Mangelernährung in Krankenhäusern häufig

Weltweite Studie

Mangelernährung in Krankenhäusern häufig

Erstmals wurde weltweit bei rund 92.000 stationär aufgenommenen Spitalspatienten in 56 Ländern das Ess-Verhalten im Krankenhaus exakt analysiert: Die schwerwiegendsten Risiko-Faktoren für Mangelernährung in Kliniken und damit eine erhöhte Mortalität und Morbidität sind laut einer jetzt veröffentlichten Studie überall ziemlich gleich - egal ob in Europa oder in den USA.

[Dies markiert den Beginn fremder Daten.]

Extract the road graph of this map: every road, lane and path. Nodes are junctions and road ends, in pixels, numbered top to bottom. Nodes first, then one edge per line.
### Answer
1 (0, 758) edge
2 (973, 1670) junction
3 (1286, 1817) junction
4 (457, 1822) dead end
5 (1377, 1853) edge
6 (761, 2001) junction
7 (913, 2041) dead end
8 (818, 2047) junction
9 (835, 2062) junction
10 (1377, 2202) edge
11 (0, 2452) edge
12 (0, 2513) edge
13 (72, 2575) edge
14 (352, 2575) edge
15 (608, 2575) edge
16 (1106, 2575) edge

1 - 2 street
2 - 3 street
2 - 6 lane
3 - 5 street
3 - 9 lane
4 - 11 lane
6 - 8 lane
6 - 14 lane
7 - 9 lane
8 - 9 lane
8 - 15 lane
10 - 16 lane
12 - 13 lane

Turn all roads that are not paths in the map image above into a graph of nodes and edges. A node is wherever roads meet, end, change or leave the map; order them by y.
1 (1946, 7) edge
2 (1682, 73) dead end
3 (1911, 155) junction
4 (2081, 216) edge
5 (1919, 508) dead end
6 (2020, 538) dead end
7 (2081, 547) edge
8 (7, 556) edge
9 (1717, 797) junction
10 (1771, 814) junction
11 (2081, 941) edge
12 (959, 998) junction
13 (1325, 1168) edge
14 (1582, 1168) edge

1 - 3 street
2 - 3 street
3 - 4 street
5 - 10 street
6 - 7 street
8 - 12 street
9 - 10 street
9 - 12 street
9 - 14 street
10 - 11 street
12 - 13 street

Bei mangelernährten PatientInnen ist die Morbidität und Mortalität bis zu acht Mal höher

Die Auswertung der Erhebung wurde von Wissenschaftern und Klinikern der MedUni Wien (AKH) durchgeführt. "Eine adäquate Ernährungsversorgung von Patienten sollte daher Teil eines ganzheitlichen Therapiekonzepts sein", sagte Karin Schindler, Ernährungsexpertin der Universitätsklinik für Innere Medizin III der MedUni Wien im AKH. Bei mangelernährten Patienten und Patientinnen ist die Morbidität und Mortalität bis zu acht Mal höher, die Krankenhausaufenthaltsdauer länger. "Dem steht aber gegenüber, dass 50 bis 60 Prozent der Patienten und Patientinnen eine angebotene Mahlzeit nicht vollständig aufessen und diese reduzierte Nahrungsaufnahme selten ernährungsmedizinisch therapiert wird."

Risiken sind weltweit ähnlich

Die Experten haben die Faktoren (und ihre Muster), welche die Nahrungsaufnahme der Kranken an einem bestimmten Tag, dem "nutritionDay", beeinflussen und die ernährungsrelevanten Versorgungsstrukturen dargestellt. Die Faktoren "geringe Mobilität", "ungewollter Gewichtsverlust" und "Patient hat in der Vorwoche nicht genug gegessen" bedeuten ein erhöhtes Risiko, weniger zu essen. Frauen sind häufiger betroffen als Männer, sehr junge Spitalspatienten und sehr betagte Menschen sind häufiger betroffen. Die vier grundlegenden Faktoren sind überall auf der Welt praktisch gleich stark – auch in den USA, wo die Patienten generell mit einem höheren Body-Mass-Index ins Spital kommen. Es ist immer das gleiche Muster: Krankheit sorgt für weniger Appetit.

Schindler sagte dazu: "Wenn einer dieser Faktoren erkannt wird, sollten bereits die Alarmglocken läuten." Diese Patienten sollten in ihrem Essverhalten kontrolliert, begleitet und beraten werden. Die oft geäußerten Entschuldigungen wie "Ich bin krank, also ess' ich nichts" oder "Fein, dann nehme ich wenigstens ab" seien nicht zulässig.